▸ **Input**
=== Begin Enclosure ===

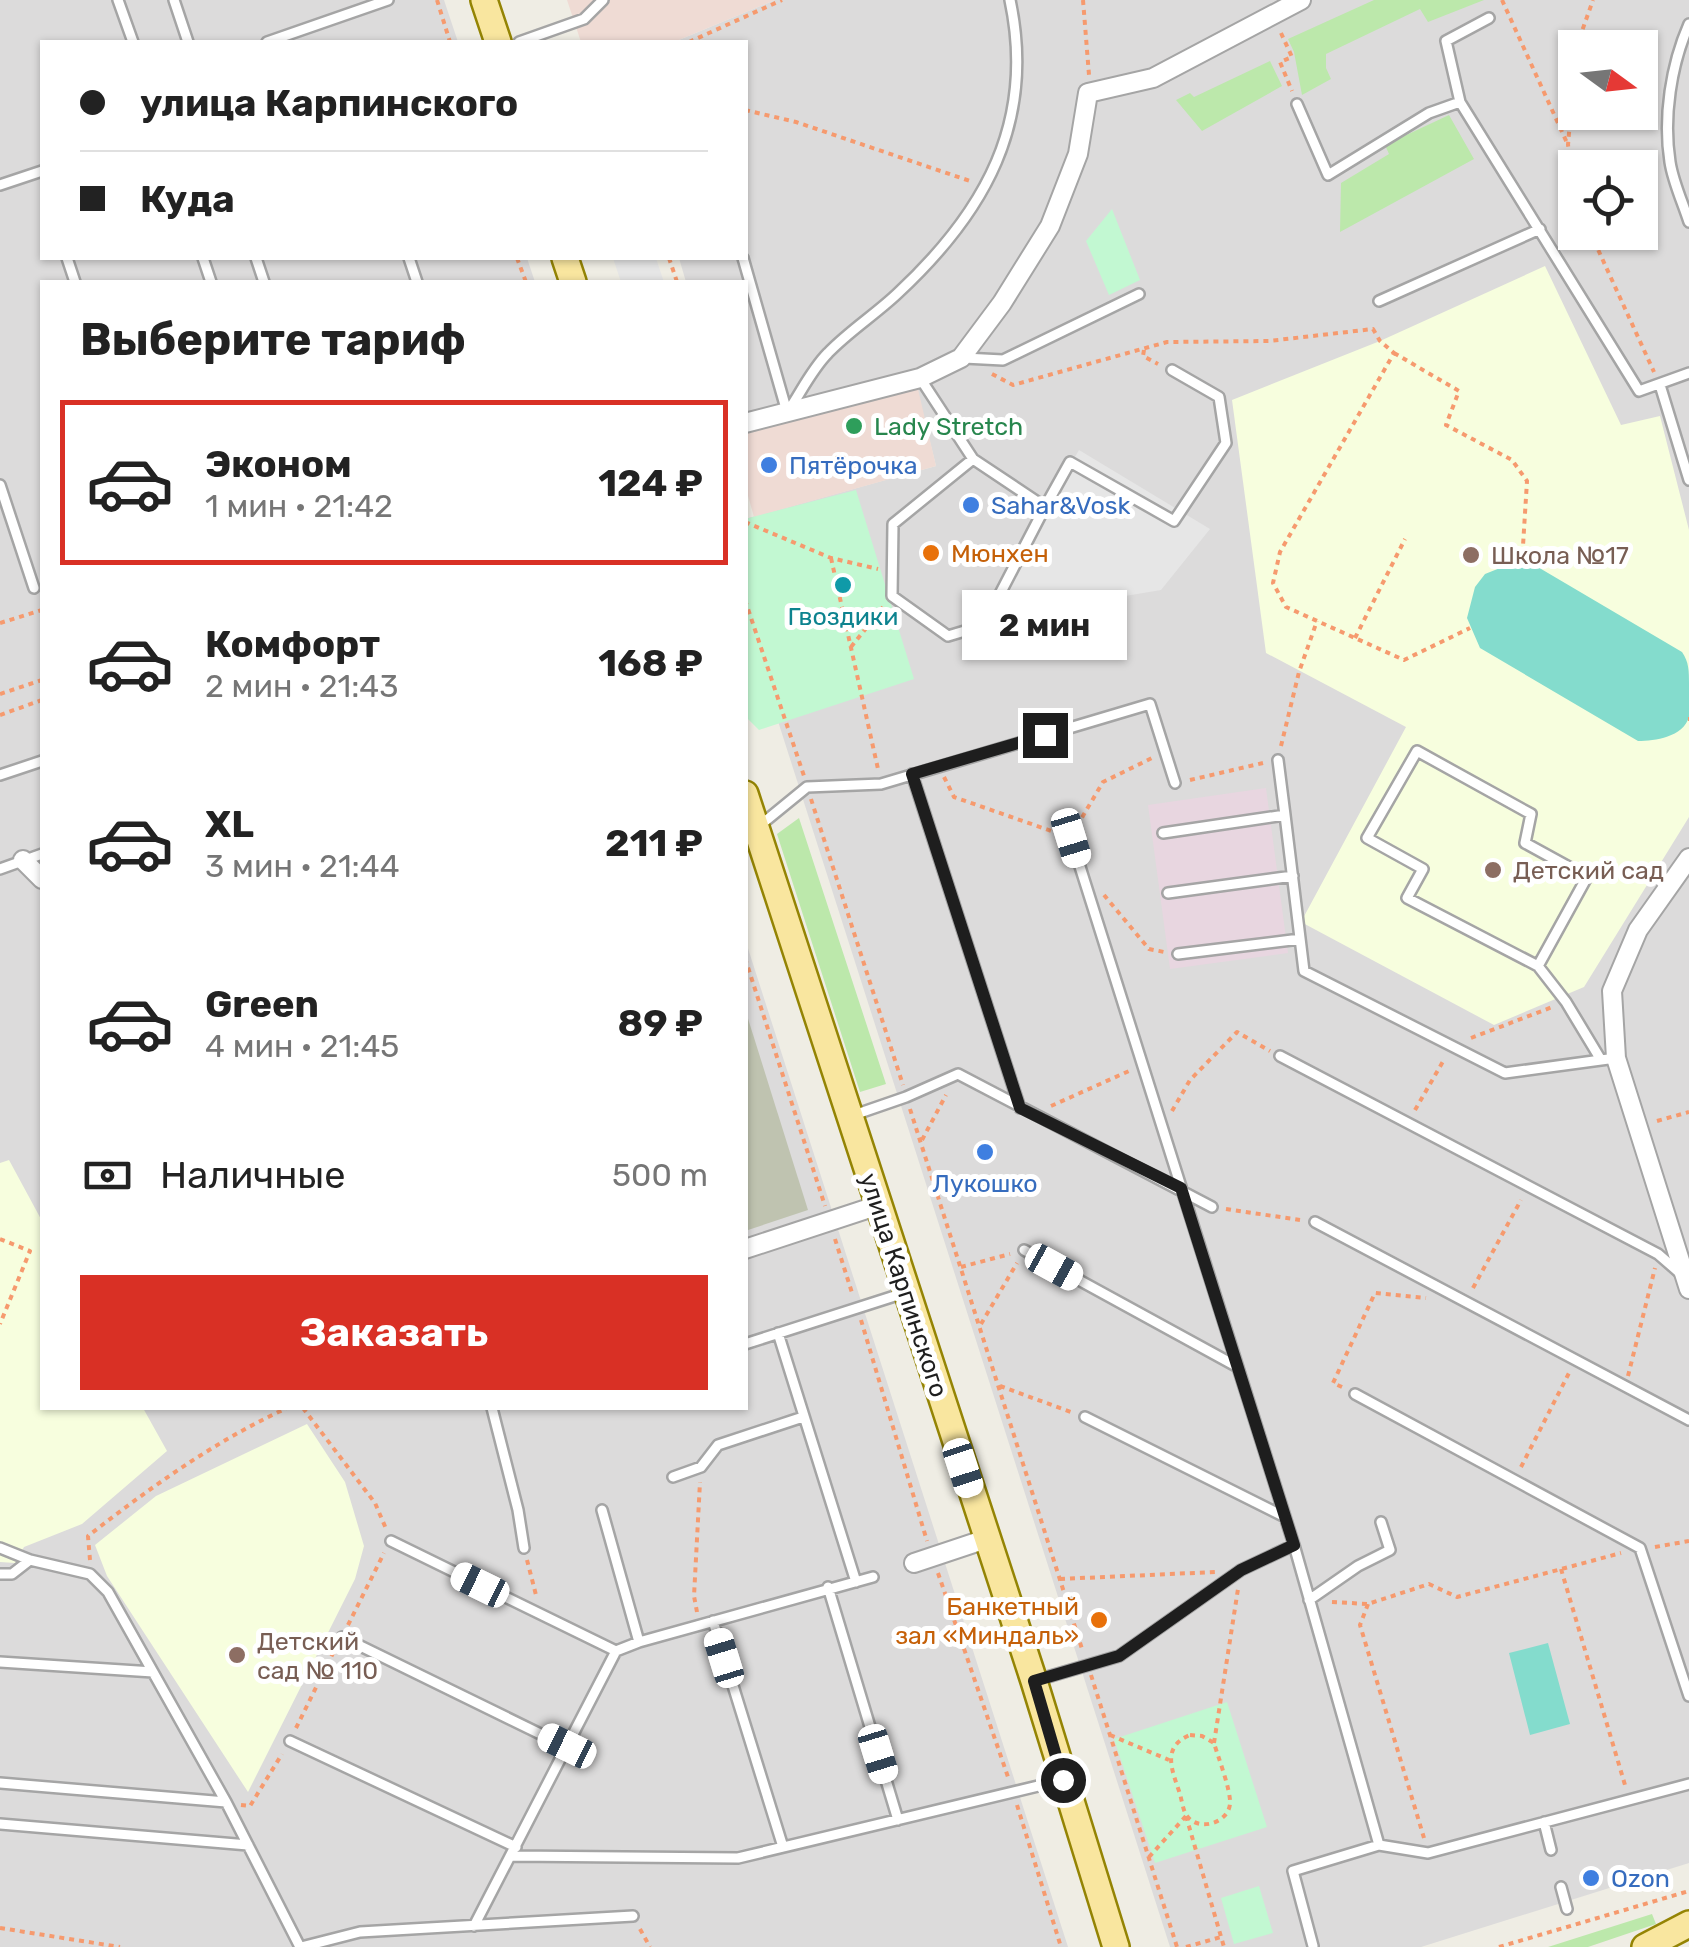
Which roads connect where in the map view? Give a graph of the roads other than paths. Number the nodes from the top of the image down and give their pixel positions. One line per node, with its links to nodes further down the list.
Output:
1 (118, 0): 11 (lane)
2 (174, 0): 12 (lane)
3 (388, 0): 10 (lane)
4 (484, 0): 15 (main road)
5 (603, 0): 16 (lane)
6 (1010, 0): 31 (lane)
7 (1301, 0): 26 (street)
8 (1489, 18): 17 (lane)
9 (1689, 24): 21 (lane)
10 (306, 29): 13 (lane); 14 (lane)
11 (131, 40)
12 (187, 40)
13 (273, 40)
14 (310, 40)
15 (497, 40)
16 (524, 40)
17 (1460, 102): 18 (lane); 22 (lane)
18 (1297, 104)
19 (40, 172): 20 (lane)
20 (0, 185)
21 (1689, 222)
22 (1540, 229): 25 (lane); 30 (lane)
23 (744, 260): 31 (lane)
24 (1139, 294): 26 (lane)
25 (1379, 302)
26 (961, 358): 29 (street)
27 (1172, 370): 37 (lane)
28 (1689, 373): 30 (lane)
29 (920, 378): 31 (street); 34 (lane)
30 (1660, 385): 33 (lane)
31 (787, 412): 32 (street)
32 (748, 422)
33 (1686, 455): 35 (lane)
34 (972, 459): 37 (lane); 40 (lane)
35 (1689, 480)
36 (0, 485): 38 (lane)
37 (1045, 507): 39 (lane)
38 (34, 588)
39 (988, 617)
40 (968, 630)
41 (1278, 760): 47 (lane)
42 (40, 762): 44 (lane)
43 (912, 774): 45 (lane); 48 (lane); 63 (lane)
44 (0, 776)
45 (1175, 784)
46 (748, 802): 48 (main road, улица Карпинского)
47 (1285, 815): 49 (lane); 55 (lane)
48 (758, 827): 64 (main road, улица Карпинского)
49 (1163, 834)
50 (1071, 838): 65 (lane)
51 (40, 855): 53 (lane)
52 (1689, 858): 62 (street)
53 (23, 860): 54 (lane); 56 (street)
54 (0, 869)
55 (1292, 876): 57 (lane); 58 (lane)
56 (40, 877)
57 (1168, 894)
58 (1300, 939): 59 (lane); 62 (lane)
59 (1178, 954)
60 (1538, 966): 60 (lane); 62 (lane)
61 (1280, 1056): 71 (lane)
62 (1609, 1059): 71 (street)
63 (1020, 1108): 64 (lane); 65 (lane)
64 (850, 1116): 66 (main road, улица Карпинского)
65 (1181, 1188): 67 (lane); 75 (lane)
66 (879, 1205): 69 (street); 72 (main road, улица Карпинского)
67 (1212, 1206)
68 (1315, 1222): 80 (lane)
69 (748, 1247)
70 (1024, 1250): 75 (lane)
71 (1687, 1284)
72 (906, 1292): 73 (lane); 85 (main road, улица Карпинского)
73 (778, 1334): 74 (lane); 78 (lane)
74 (748, 1343)
75 (1236, 1366): 83 (lane)
76 (1355, 1394): 104 (lane)
77 (493, 1410): 89 (lane)
78 (803, 1417): 81 (lane); 94 (lane)
79 (1085, 1417): 83 (lane)
80 (1689, 1420)
81 (674, 1477)
82 (602, 1510): 99 (lane)
83 (1286, 1517): 87 (lane)
84 (1381, 1522): 96 (lane)
85 (986, 1539): 91 (street); 103 (main road, улица Карпинского)
86 (390, 1540): 100 (lane)
87 (1294, 1545): 96 (lane); 103 (lane)
88 (0, 1548): 90 (lane)
89 (524, 1548)
90 (30, 1560): 92 (lane); 102 (lane)
91 (923, 1560)
92 (0, 1574)
93 (873, 1576): 94 (lane)
94 (856, 1582): 95 (lane)
95 (828, 1587): 97 (lane); 111 (lane)
96 (1309, 1600): 115 (lane)
97 (713, 1620): 99 (lane); 116 (lane)
98 (342, 1637): 106 (lane)
99 (639, 1642): 100 (lane)
100 (616, 1651): 106 (lane)
101 (0, 1662): 102 (lane)
102 (153, 1672): 110 (lane)
103 (1034, 1681): 107 (main road, улица Карпинского)
104 (1689, 1696)
105 (290, 1741): 118 (lane)
106 (567, 1746): 118 (lane)
107 (1063, 1780): 111 (lane); 126 (main road, улица Карпинского)
108 (0, 1783): 110 (lane)
109 (1689, 1784): 112 (lane)
110 (226, 1802): 114 (lane)
111 (898, 1820): 116 (lane)
112 (1544, 1822): 115 (lane); 117 (lane)
113 (0, 1824): 114 (lane)
114 (248, 1845): 125 (lane)
115 (1379, 1845): 124 (lane)
116 (783, 1848): 118 (lane)
117 (1550, 1850)
118 (513, 1851): 123 (lane)
119 (1561, 1887): 120 (lane)
120 (1567, 1909)
121 (633, 1916): 123 (lane)
122 (1689, 1924): 127 (main road)
123 (474, 1926): 125 (lane)
124 (1313, 1946)
125 (300, 1947)
126 (1116, 1947)
127 (1645, 1947)

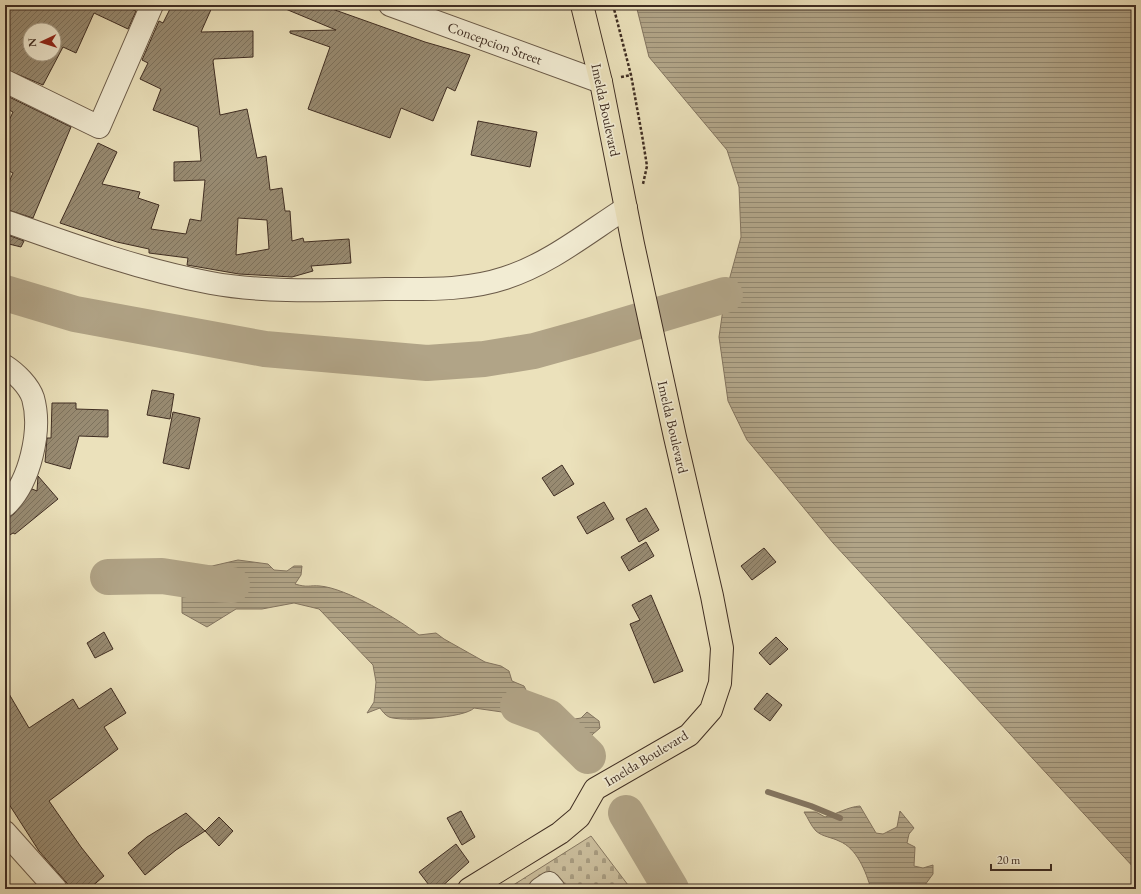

=== End Enclosure ===

▸ **What you should do**
All of the material above must be retyped exactly, line for line, with the images dropped.

▸ **Written response**
Which roads connect where in the map view? Give a graph of the roads other than paths. Number the nodes from the top of the image down and give their pixel positions. One line per node, with its links to nodes further down the list.
Output:
1 (118, 0): 11 (lane)
2 (174, 0): 12 (lane)
3 (388, 0): 10 (lane)
4 (484, 0): 15 (main road)
5 (603, 0): 16 (lane)
6 (1010, 0): 31 (lane)
7 (1301, 0): 26 (street)
8 (1489, 18): 17 (lane)
9 (1689, 24): 21 (lane)
10 (306, 29): 13 (lane); 14 (lane)
11 (131, 40)
12 (187, 40)
13 (273, 40)
14 (310, 40)
15 (497, 40)
16 (524, 40)
17 (1460, 102): 18 (lane); 22 (lane)
18 (1297, 104)
19 (40, 172): 20 (lane)
20 (0, 185)
21 (1689, 222)
22 (1540, 229): 25 (lane); 30 (lane)
23 (744, 260): 31 (lane)
24 (1139, 294): 26 (lane)
25 (1379, 302)
26 (961, 358): 29 (street)
27 (1172, 370): 37 (lane)
28 (1689, 373): 30 (lane)
29 (920, 378): 31 (street); 34 (lane)
30 (1660, 385): 33 (lane)
31 (787, 412): 32 (street)
32 (748, 422)
33 (1686, 455): 35 (lane)
34 (972, 459): 37 (lane); 40 (lane)
35 (1689, 480)
36 (0, 485): 38 (lane)
37 (1045, 507): 39 (lane)
38 (34, 588)
39 (988, 617)
40 (968, 630)
41 (1278, 760): 47 (lane)
42 (40, 762): 44 (lane)
43 (912, 774): 45 (lane); 48 (lane); 63 (lane)
44 (0, 776)
45 (1175, 784)
46 (748, 802): 48 (main road, улица Карпинского)
47 (1285, 815): 49 (lane); 55 (lane)
48 (758, 827): 64 (main road, улица Карпинского)
49 (1163, 834)
50 (1071, 838): 65 (lane)
51 (40, 855): 53 (lane)
52 (1689, 858): 62 (street)
53 (23, 860): 54 (lane); 56 (street)
54 (0, 869)
55 (1292, 876): 57 (lane); 58 (lane)
56 (40, 877)
57 (1168, 894)
58 (1300, 939): 59 (lane); 62 (lane)
59 (1178, 954)
60 (1538, 966): 60 (lane); 62 (lane)
61 (1280, 1056): 71 (lane)
62 (1609, 1059): 71 (street)
63 (1020, 1108): 64 (lane); 65 (lane)
64 (850, 1116): 66 (main road, улица Карпинского)
65 (1181, 1188): 67 (lane); 75 (lane)
66 (879, 1205): 69 (street); 72 (main road, улица Карпинского)
67 (1212, 1206)
68 (1315, 1222): 80 (lane)
69 (748, 1247)
70 (1024, 1250): 75 (lane)
71 (1687, 1284)
72 (906, 1292): 73 (lane); 85 (main road, улица Карпинского)
73 (778, 1334): 74 (lane); 78 (lane)
74 (748, 1343)
75 (1236, 1366): 83 (lane)
76 (1355, 1394): 104 (lane)
77 (493, 1410): 89 (lane)
78 (803, 1417): 81 (lane); 94 (lane)
79 (1085, 1417): 83 (lane)
80 (1689, 1420)
81 (674, 1477)
82 (602, 1510): 99 (lane)
83 (1286, 1517): 87 (lane)
84 (1381, 1522): 96 (lane)
85 (986, 1539): 91 (street); 103 (main road, улица Карпинского)
86 (390, 1540): 100 (lane)
87 (1294, 1545): 96 (lane); 103 (lane)
88 (0, 1548): 90 (lane)
89 (524, 1548)
90 (30, 1560): 92 (lane); 102 (lane)
91 (923, 1560)
92 (0, 1574)
93 (873, 1576): 94 (lane)
94 (856, 1582): 95 (lane)
95 (828, 1587): 97 (lane); 111 (lane)
96 (1309, 1600): 115 (lane)
97 (713, 1620): 99 (lane); 116 (lane)
98 (342, 1637): 106 (lane)
99 (639, 1642): 100 (lane)
100 (616, 1651): 106 (lane)
101 (0, 1662): 102 (lane)
102 (153, 1672): 110 (lane)
103 (1034, 1681): 107 (main road, улица Карпинского)
104 (1689, 1696)
105 (290, 1741): 118 (lane)
106 (567, 1746): 118 (lane)
107 (1063, 1780): 111 (lane); 126 (main road, улица Карпинского)
108 (0, 1783): 110 (lane)
109 (1689, 1784): 112 (lane)
110 (226, 1802): 114 (lane)
111 (898, 1820): 116 (lane)
112 (1544, 1822): 115 (lane); 117 (lane)
113 (0, 1824): 114 (lane)
114 (248, 1845): 125 (lane)
115 (1379, 1845): 124 (lane)
116 (783, 1848): 118 (lane)
117 (1550, 1850)
118 (513, 1851): 123 (lane)
119 (1561, 1887): 120 (lane)
120 (1567, 1909)
121 (633, 1916): 123 (lane)
122 (1689, 1924): 127 (main road)
123 (474, 1926): 125 (lane)
124 (1313, 1946)
125 (300, 1947)
126 (1116, 1947)
127 (1645, 1947)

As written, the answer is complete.